@HiDevin The pool was getting 15k in IP hits, so it looks like a botnet, but the odd same nonce winning repeatedly is peculiar too.
Something to look into in any case.
@HiDevin The pool was getting 15k in IP hits, so it looks like a botnet, but the odd same nonce winning repeatedly is peculiar too.
Something to look into in any case.
@haitch That would certainly mess up his plots if his mining address was blacklisted. He'd have to replot everything, or find a pool that didn't have him blacklisted.
Although if he's using tiny plots on 15k machines it may be fast and trivial for him to replot to a different address.
Ahh understood! That's actually a very clean design. I retract my previous uneducated statements :)
Yes, but I'm wondering if that's only because burst doesn't have the same relative difficulty that BTC does.
When the Burst Diff goes up 100x or 200x that 120GB won't be getting any low deadlines. For the same reason a 1GH BTC miner from 2013 wouldn't be useful at all today other than a infinitesimal chance at a win.
Honestly I think the "favors smaller miners by design." is BS. Like any token you're just trying to find the solution for that round before anyone else, the more competition the less likely that you'll find the solution as the difficulty rises.

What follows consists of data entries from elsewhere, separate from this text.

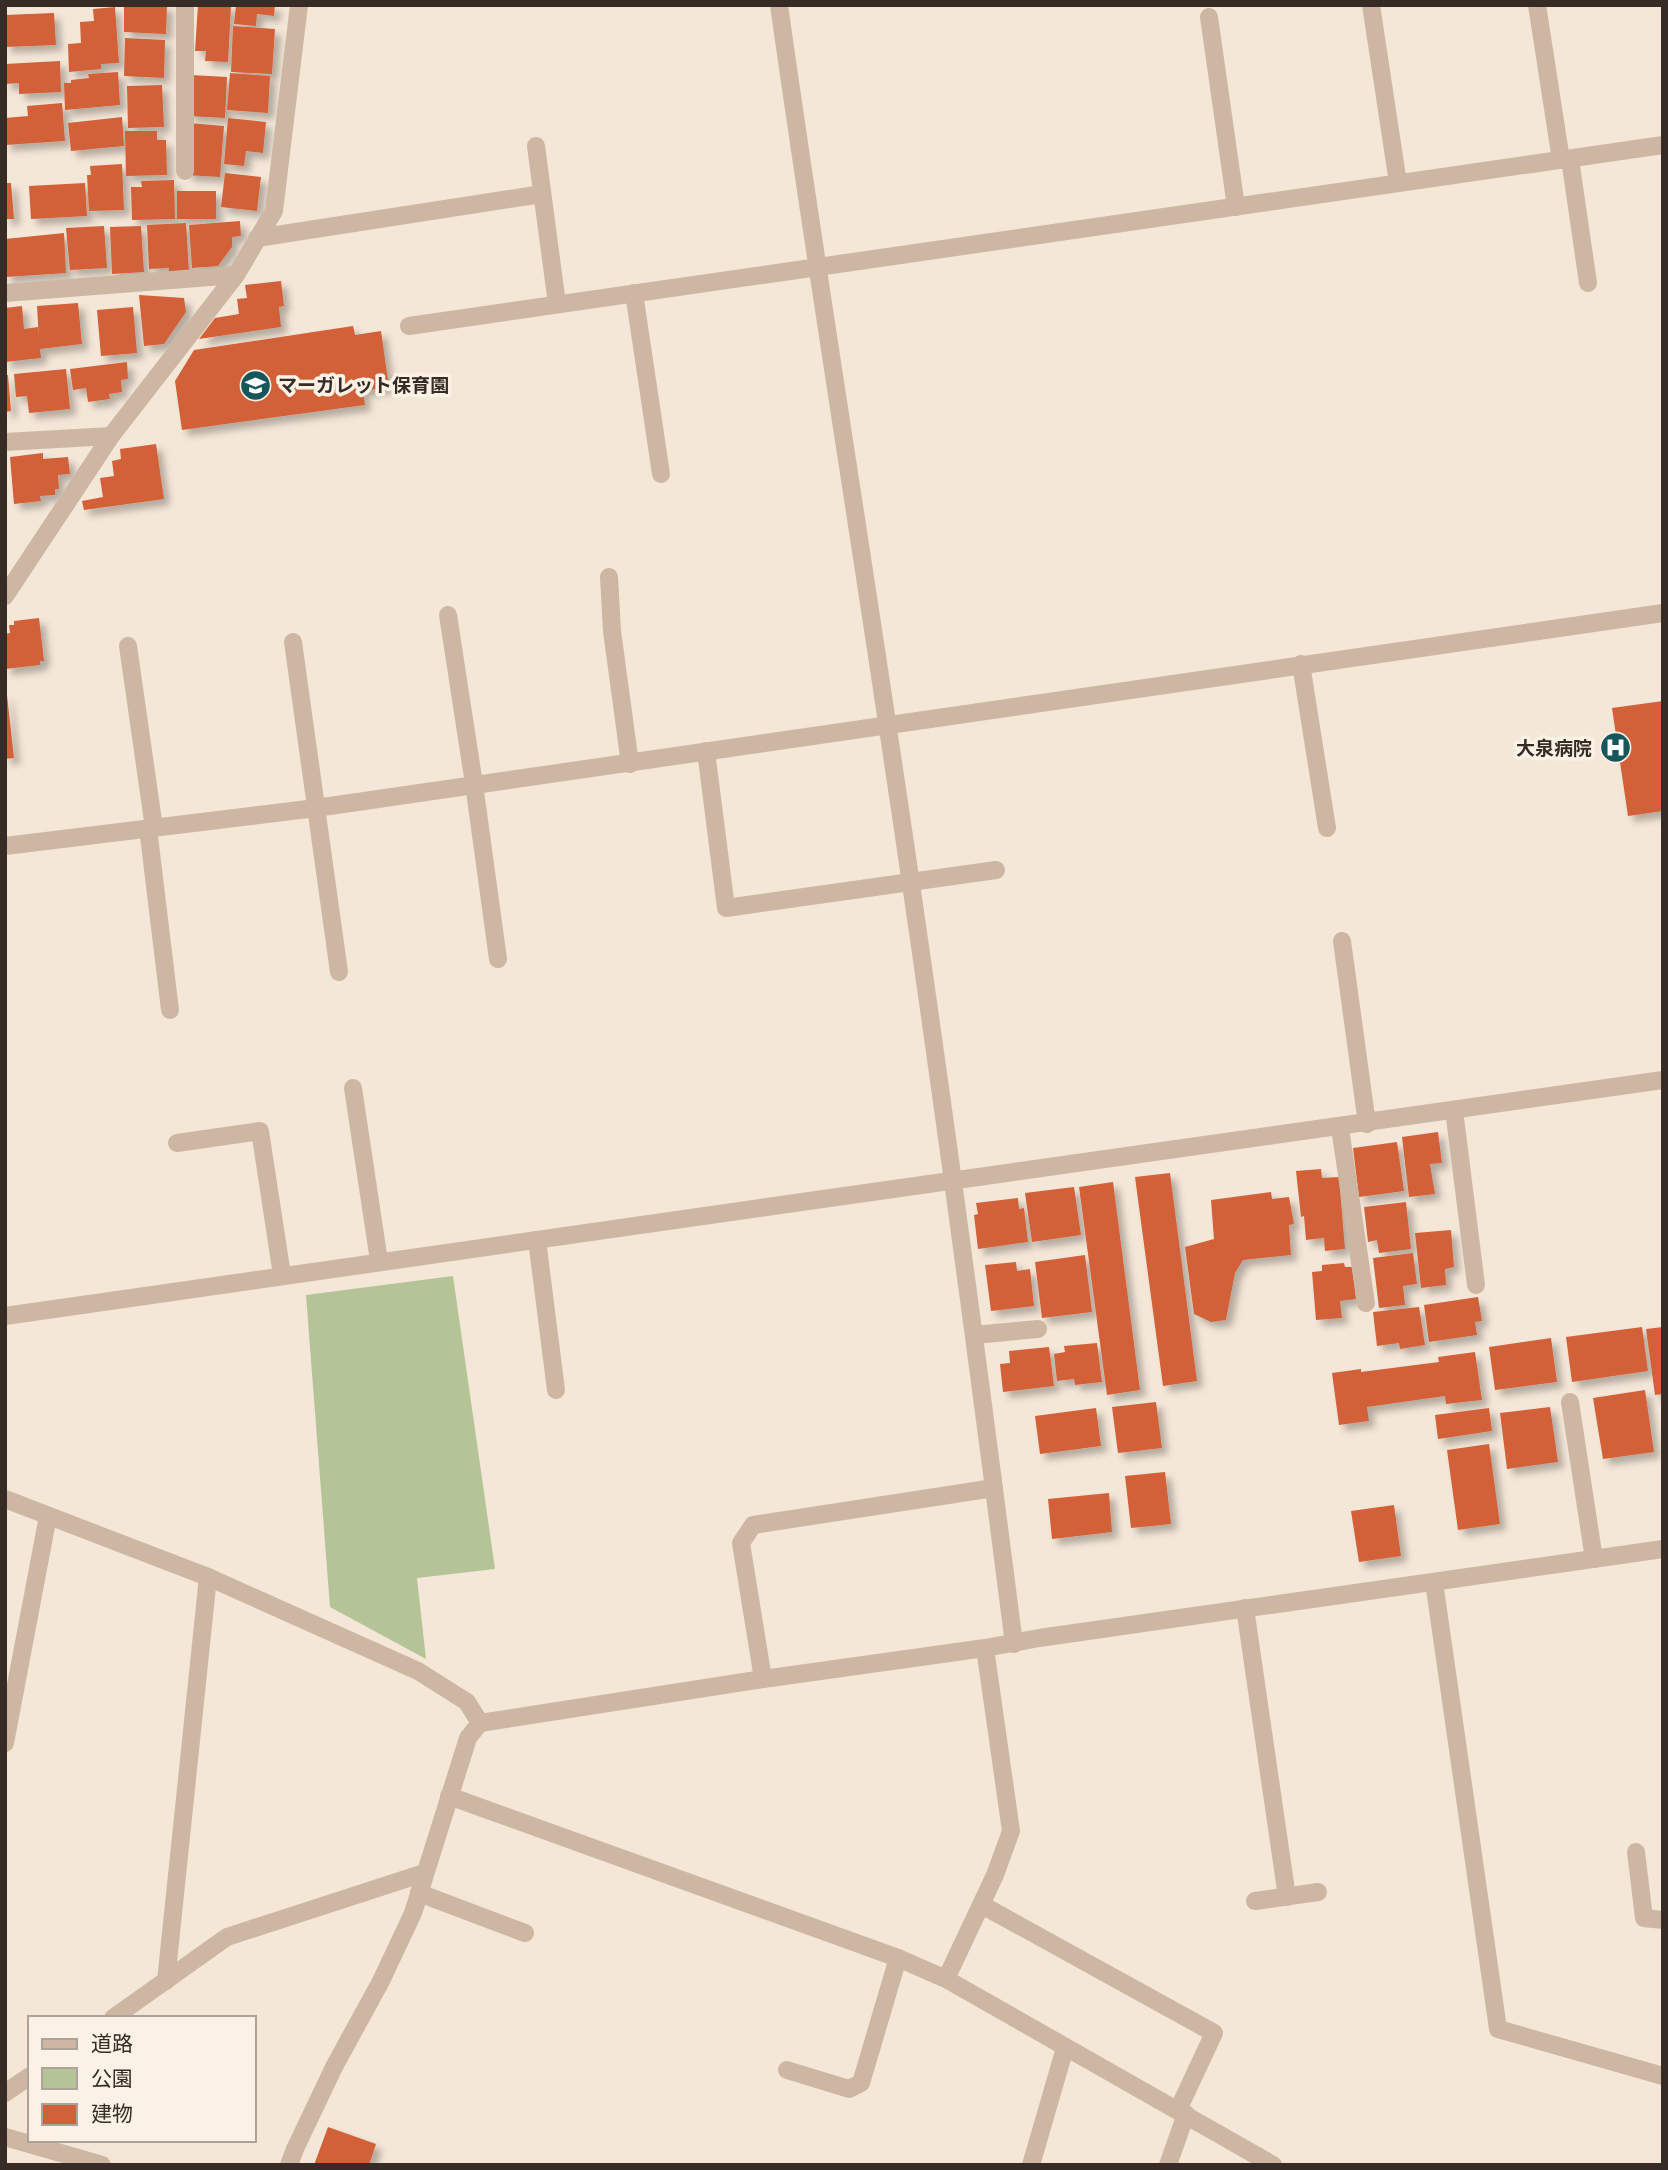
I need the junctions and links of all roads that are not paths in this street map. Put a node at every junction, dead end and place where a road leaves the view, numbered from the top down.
1 (185, 5) edge
2 (299, 5) edge
3 (779, 5) edge
4 (1371, 5) edge
5 (1537, 5) edge
6 (1209, 17) dead end
7 (1663, 145) edge
8 (536, 146) dead end
9 (1565, 160) junction
10 (185, 171) dead end
11 (1398, 183) junction
12 (542, 194) junction
13 (1236, 207) junction
14 (257, 238) junction
15 (816, 267) junction
16 (236, 275) junction
17 (1588, 283) dead end
18 (5, 293) edge
19 (634, 293) junction
20 (557, 304) junction
21 (408, 326) dead end
22 (111, 436) junction
23 (5, 442) edge
24 (661, 474) dead end
25 (610, 577) dead end
26 (5, 596) edge
27 (1663, 613) edge
28 (448, 615) dead end
29 (293, 642) dead end
30 (128, 646) dead end
31 (1301, 664) junction
32 (887, 725) junction
33 (706, 751) junction
34 (630, 764) junction
35 (474, 784) junction
36 (316, 808) junction
37 (151, 828) junction
38 (1327, 828) dead end
39 (5, 846) edge
40 (996, 870) dead end
41 (910, 881) junction
42 (1342, 941) dead end
43 (498, 959) dead end
44 (339, 972) dead end
45 (170, 1010) dead end
46 (1663, 1080) edge
47 (354, 1088) dead end
48 (1454, 1110) junction
49 (1367, 1124) junction
50 (1340, 1128) junction
51 (177, 1143) dead end
52 (954, 1182) junction
53 (537, 1240) junction
54 (379, 1261) junction
55 (282, 1275) junction
56 (1476, 1285) dead end
57 (1366, 1303) dead end
58 (5, 1316) edge
59 (1038, 1329) dead end
60 (974, 1335) junction
61 (556, 1391) dead end
62 (1570, 1402) dead end
63 (994, 1488) junction
64 (5, 1499) edge
65 (48, 1516) junction
66 (1663, 1549) edge
67 (1594, 1559) junction
68 (208, 1577) junction
69 (1434, 1582) junction
70 (1245, 1608) junction
71 (1014, 1644) junction
72 (985, 1648) junction
73 (12, 1664) edge
74 (763, 1679) junction
75 (480, 1723) junction
76 (5, 1743) edge
77 (449, 1796) junction
78 (1636, 1852) dead end
79 (424, 1873) junction
80 (1318, 1892) dead end
81 (419, 1894) junction
82 (1287, 1897) junction
83 (1255, 1901) dead end
84 (982, 1905) junction
85 (1663, 1920) edge
86 (525, 1933) dead end
87 (898, 1958) junction
88 (946, 1979) junction
89 (166, 1981) junction
90 (116, 2016) edge
91 (1065, 2048) junction
92 (787, 2070) dead end
93 (1663, 2076) edge
94 (28, 2077) edge
95 (5, 2093) edge
96 (1182, 2112) junction
97 (5, 2137) edge
98 (102, 2165) edge
99 (289, 2165) edge
100 (1031, 2165) edge
101 (1168, 2165) edge
102 (1273, 2165) edge

1 - 10 street
2 - 14 street
3 - 15 street
4 - 11 street
5 - 9 street
6 - 13 street
7 - 9 street
8 - 12 street
9 - 11 street
9 - 17 street
11 - 13 street
12 - 14 street
12 - 20 street
13 - 15 street
14 - 16 street
15 - 19 street
15 - 32 street
16 - 18 street
16 - 22 street
19 - 20 street
19 - 24 street
20 - 21 street
22 - 23 street
22 - 26 street
25 - 34 street
27 - 31 street
28 - 35 street
29 - 36 street
30 - 37 street
31 - 32 street
31 - 38 street
32 - 33 street
32 - 41 street
33 - 34 street
33 - 41 street
34 - 35 street
35 - 36 street
35 - 43 street
36 - 37 street
36 - 44 street
37 - 39 street
37 - 45 street
40 - 41 street
41 - 52 street
42 - 49 street
46 - 48 street
47 - 54 street
48 - 49 street
48 - 56 street
49 - 50 street
50 - 52 street
50 - 57 street
51 - 55 street
52 - 53 street
52 - 60 street
53 - 54 street
53 - 61 street
54 - 55 street
55 - 58 street
59 - 60 street
60 - 63 street
62 - 67 street
63 - 71 street
63 - 74 street
64 - 65 street
65 - 68 street
65 - 73 street
66 - 67 street
67 - 69 street
68 - 75 street
68 - 89 street
69 - 70 street
69 - 93 street
70 - 71 street
70 - 82 street
71 - 72 street
72 - 74 street
72 - 84 street
73 - 76 street
74 - 75 street
75 - 77 street
77 - 79 street
77 - 87 street
78 - 85 street
79 - 81 street
79 - 89 street
80 - 82 street
81 - 86 street
81 - 99 street
82 - 83 street
84 - 88 street
84 - 96 street
87 - 88 street
87 - 92 street
88 - 91 street
89 - 90 street
91 - 96 street
91 - 100 street
94 - 95 street
96 - 101 street
96 - 102 street
97 - 98 street

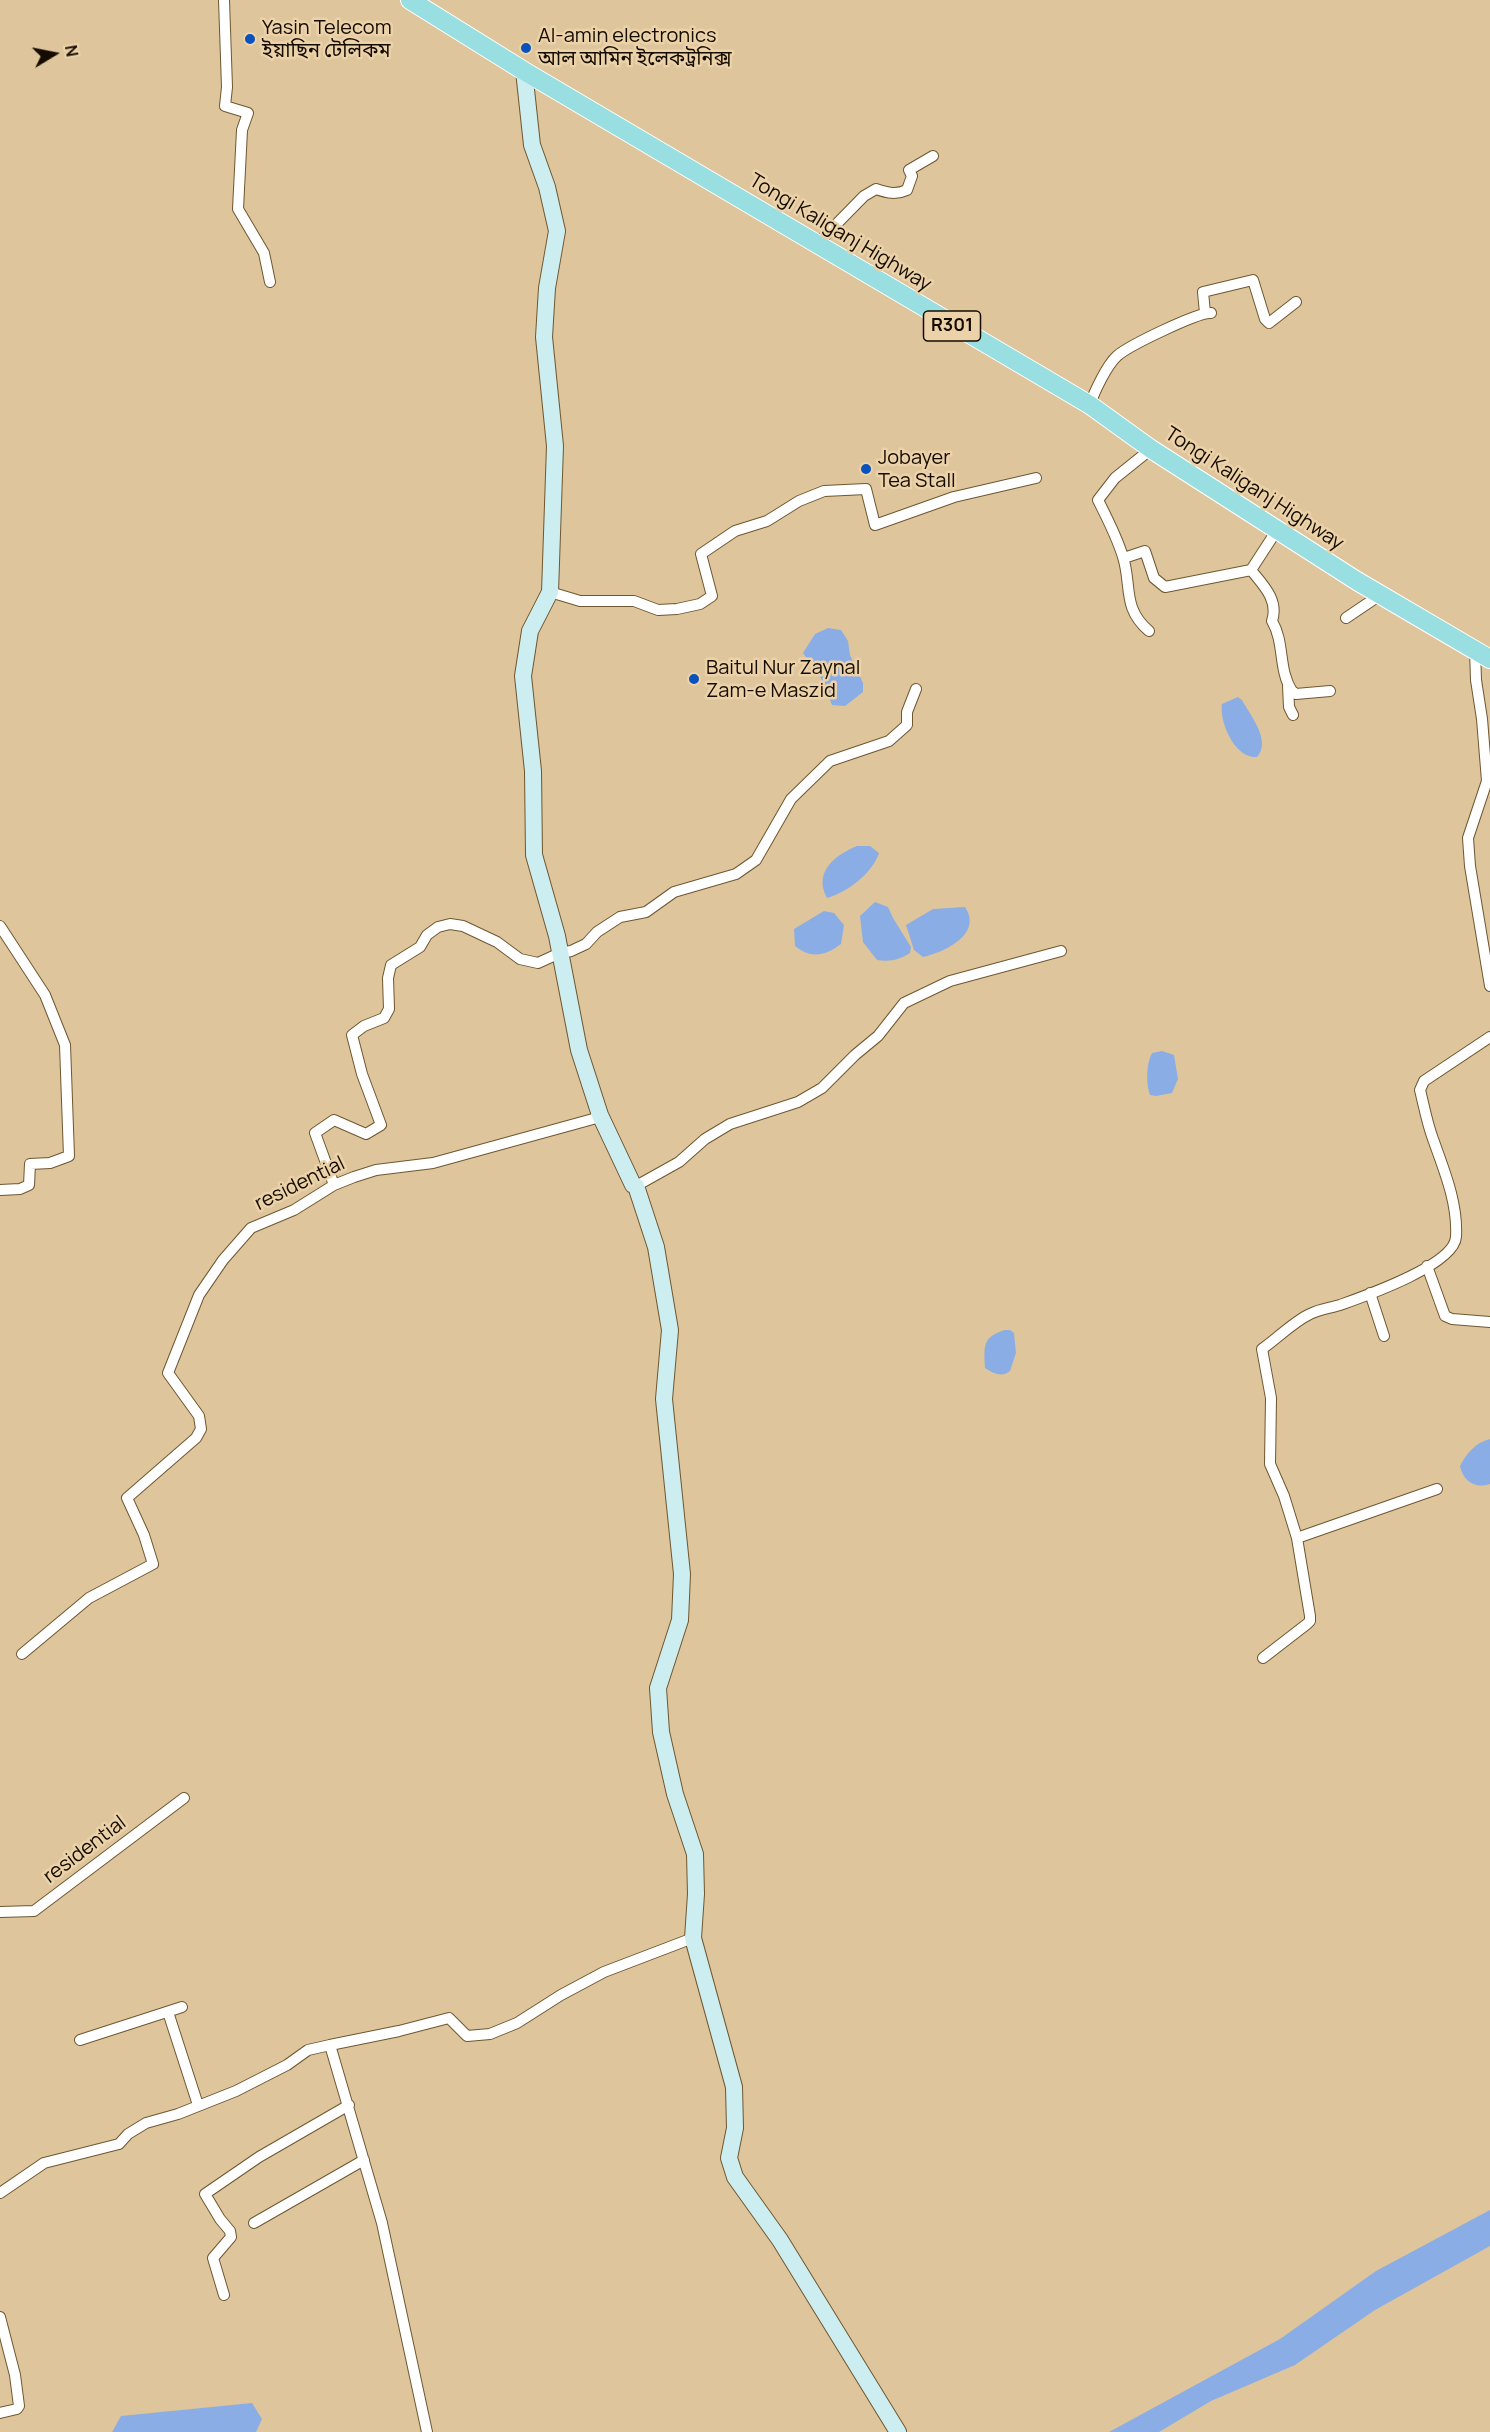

Yes it's possible a 1GH BTC miner could find a block, though it's highly unlikely to ever happen. Likewise it's possible a 1GB BURST miner could find a block, but with a high difficulty they'll only rarely see low and competitive deadlines.
Being small gives you an advantage in read times. Your 1TB can be read in 3 seconds, whereas a large miner might take 60 seconds to read their PB. But that advantage doesn't really mean much in the long run.